[PROVIDED RECORDS Boundary: Start]
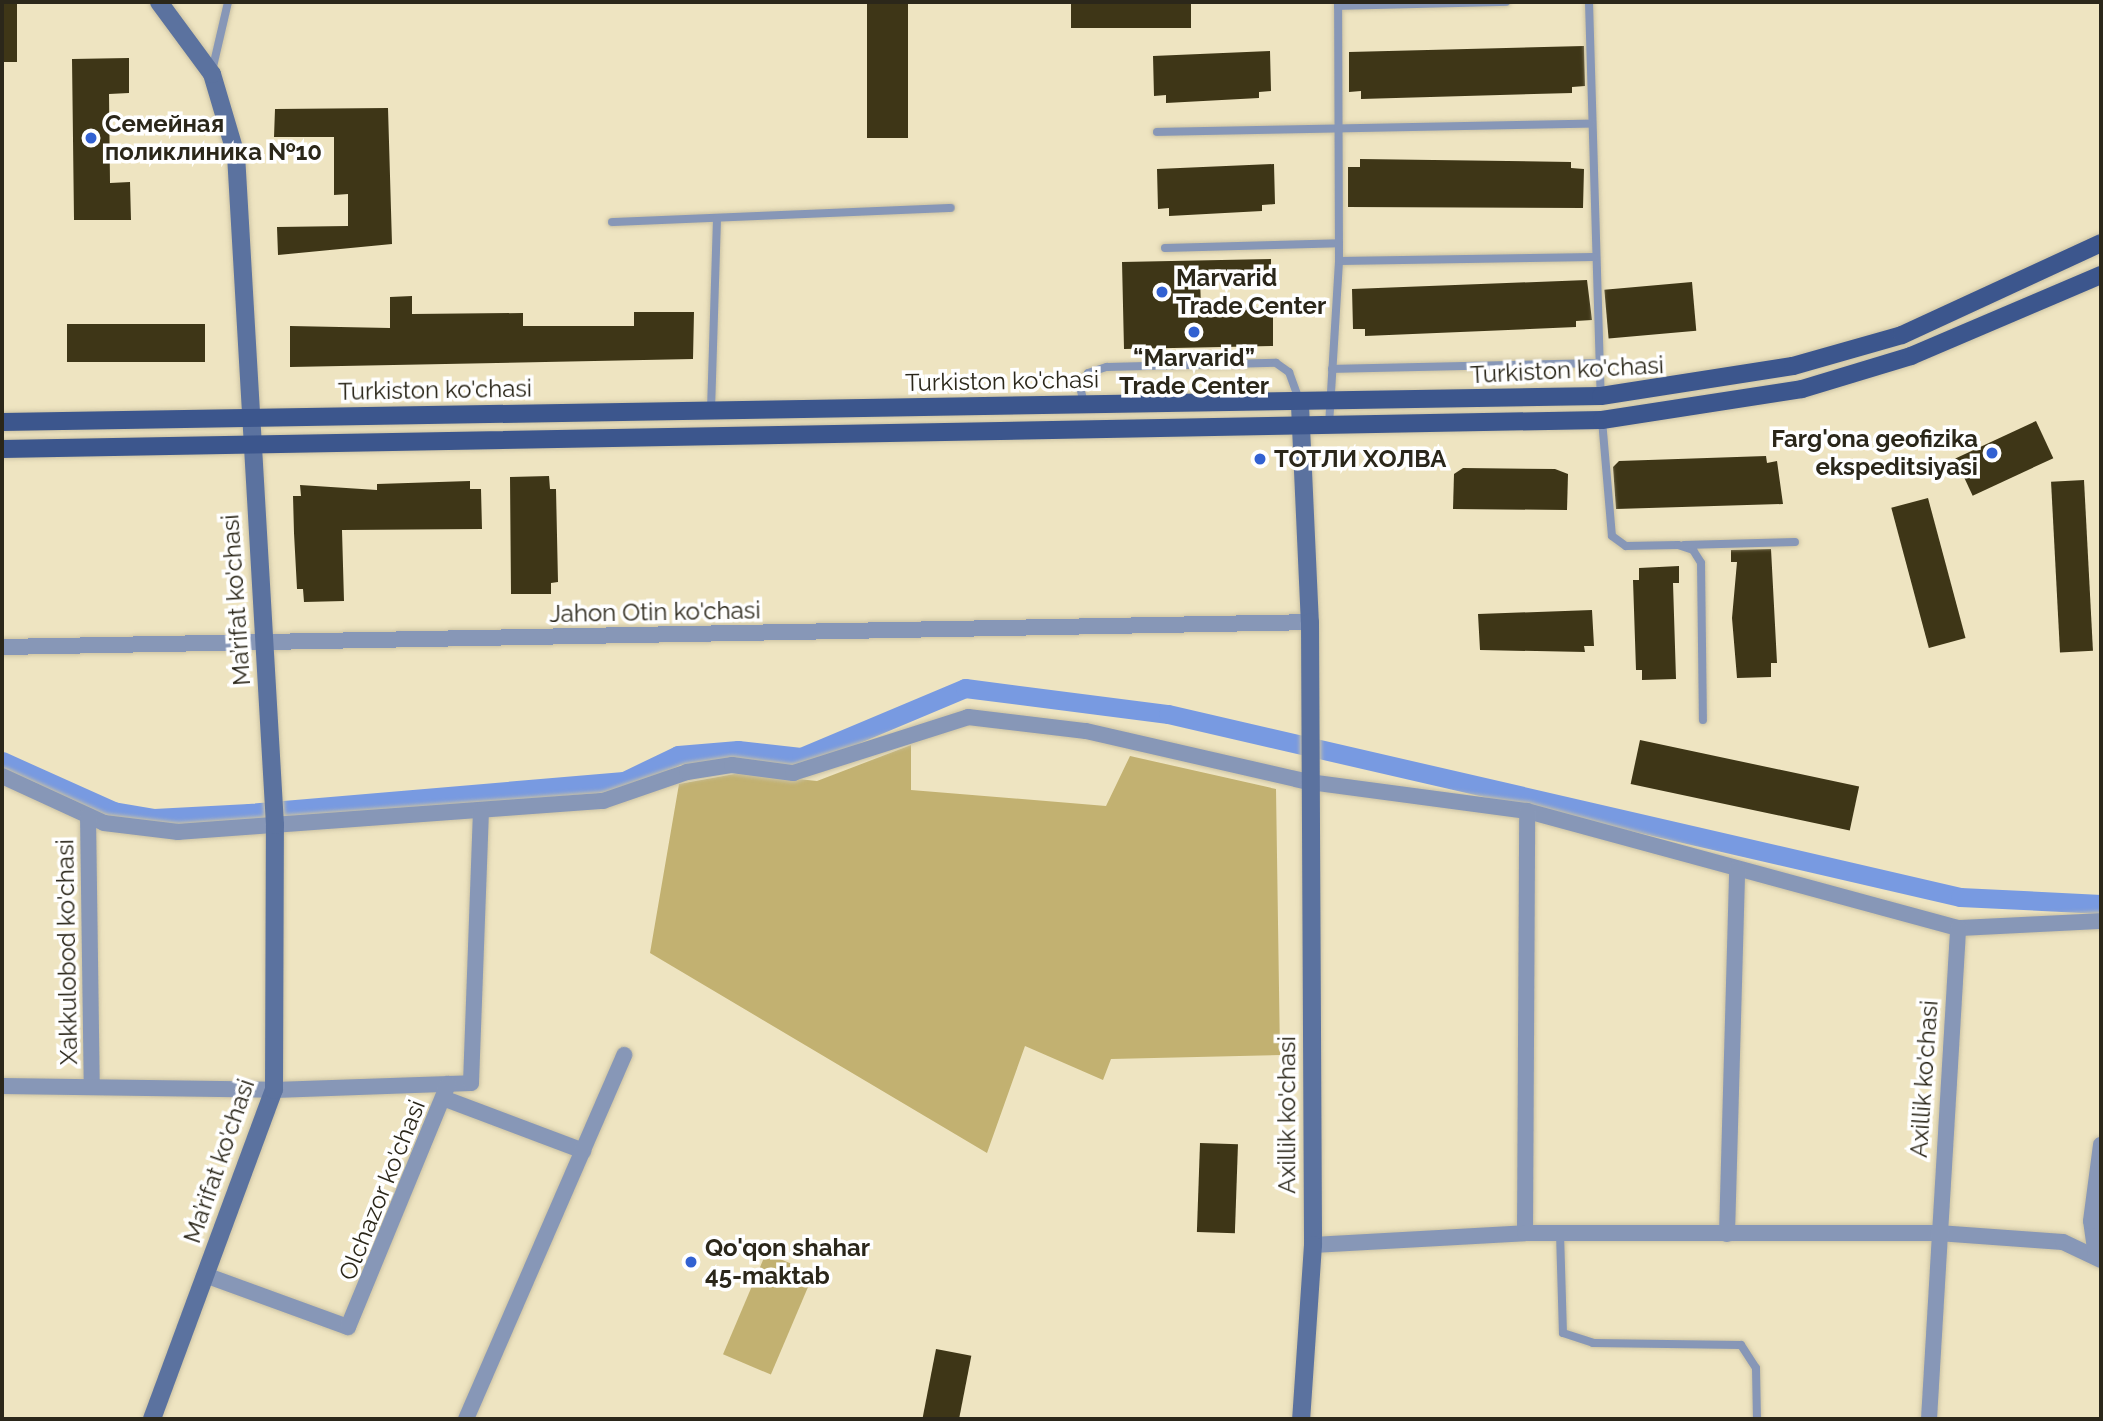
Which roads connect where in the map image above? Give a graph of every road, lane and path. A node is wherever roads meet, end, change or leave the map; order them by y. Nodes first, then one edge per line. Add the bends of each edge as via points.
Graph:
1 (159, 2) edge
2 (228, 2) edge
3 (1506, 2) edge
4 (1589, 2) edge
5 (1338, 4) edge
6 (212, 74) junction
7 (1591, 124) junction
8 (1338, 129) junction
9 (1157, 132) dead end
10 (951, 208) dead end
11 (717, 218) junction
12 (612, 222) dead end
13 (1339, 243) junction
14 (2101, 243) edge
15 (1165, 248) dead end
16 (1594, 257) junction
17 (1339, 261) junction
18 (2101, 275) edge
19 (1596, 363) junction
20 (1332, 369) junction
21 (1601, 396) junction
22 (1084, 404) junction
23 (1328, 404) junction
24 (1300, 405) junction
25 (711, 410) junction
26 (251, 417) junction
27 (1602, 420) junction
28 (2, 422) edge
29 (1329, 426) junction
30 (1301, 427) junction
31 (250, 444) junction
32 (2, 449) edge
33 (1795, 542) dead end
34 (1678, 545) junction
35 (1310, 622) junction
36 (265, 642) junction
37 (2, 647) edge
38 (1703, 720) dead end
39 (2, 776) edge
40 (1309, 777) junction
41 (481, 810) junction
42 (1527, 811) junction
43 (88, 816) junction
44 (275, 825) junction
45 (1737, 869) junction
46 (2101, 921) edge
47 (1958, 928) junction
48 (624, 1055) dead end
49 (2, 1086) edge
50 (92, 1087) junction
51 (274, 1090) junction
52 (445, 1091) junction
53 (2101, 1145) edge
54 (583, 1151) junction
55 (1525, 1233) junction
56 (1560, 1233) junction
57 (1938, 1233) junction
58 (1727, 1234) junction
59 (1313, 1245) junction
60 (2099, 1258) edge
61 (205, 1275) junction
62 (152, 1419) edge
63 (466, 1419) edge
64 (1301, 1419) edge
65 (1757, 1419) edge
66 (1928, 1419) edge

1 - 6 street, Ma’rifat ko'chasi
2 - 6 lane
3 - 5 lane
4 - 7 lane
5 - 8 lane
6 - 26 street, Ma’rifat ko'chasi via 236,155
7 - 8 lane
7 - 16 lane
8 - 9 lane
8 - 13 lane
10 - 11 lane
11 - 12 lane
11 - 25 lane
13 - 15 lane
13 - 17 lane
14 - 21 main road, Turkiston ko'chasi via 1902,335 1793,366
16 - 17 lane
16 - 19 lane
17 - 20 lane
18 - 27 main road, Turkiston ko'chasi via 1911,356 1802,389
19 - 20 lane
19 - 21 lane
20 - 23 lane
21 - 23 main road, Turkiston ko'chasi
22 - 24 main road, Turkiston ko'chasi
22 - 24 lane via 1080,386 1088,373 1107,367 1276,363 1289,372
22 - 25 main road, Turkiston ko'chasi
23 - 24 main road, Turkiston ko'chasi
23 - 29 lane
24 - 30 street
25 - 26 main road, Turkiston ko'chasi
26 - 28 main road, Turkiston ko'chasi
26 - 31 street, Ma’rifat ko'chasi
27 - 29 main road, Turkiston ko'chasi
27 - 34 lane via 1612,536 1626,546
29 - 30 main road, Turkiston ko'chasi
30 - 31 main road, Turkiston ko'chasi
30 - 35 street
31 - 32 main road, Turkiston ko'chasi
31 - 36 street, Ma’rifat ko'chasi
33 - 34 lane
34 - 38 lane via 1693,551 1701,564
35 - 36 street, Jahon Otin ko'chasi
35 - 40 street, Axillik ko'chasi
36 - 37 street, Jahon Otin ko'chasi
36 - 44 street, Ma’rifat ko'chasi
39 - 43 street
40 - 41 street via 1086,731 968,716 793,773 732,765 687,772 603,801
40 - 42 street
40 - 59 street, Axillik ko'chasi
41 - 44 street
41 - 52 street, Olchazor ko'chasi via 471,1083
42 - 45 street
42 - 55 street
43 - 44 street via 178,832
43 - 50 street, Xakkulobod ko'chasi
44 - 51 street, Ma’rifat ko'chasi
45 - 47 street
45 - 58 street
46 - 47 street
47 - 57 street, Axillik ko'chasi
48 - 54 street
49 - 50 street
50 - 51 street
51 - 52 street
51 - 61 street, Ma’rifat ko'chasi
52 - 54 street
52 - 61 street, Olchazor ko'chasi via 348,1327
53 - 60 street via 2091,1221
54 - 63 street
55 - 56 street
55 - 59 street
56 - 58 street
56 - 65 lane via 1563,1333 1593,1343 1741,1345 1756,1368
57 - 58 street
57 - 60 street via 2063,1241
57 - 66 street, Axillik ko'chasi
59 - 64 street, Axillik ko'chasi
61 - 62 street, Ma’rifat ko'chasi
[PROVIDED RECORDS Boundary: End]
# [TASK REQUIREMENTS]
Could you work out how many lines of the data above contain the word "Olchazor"? Give only the number.

# [TASK OUTPUT]
2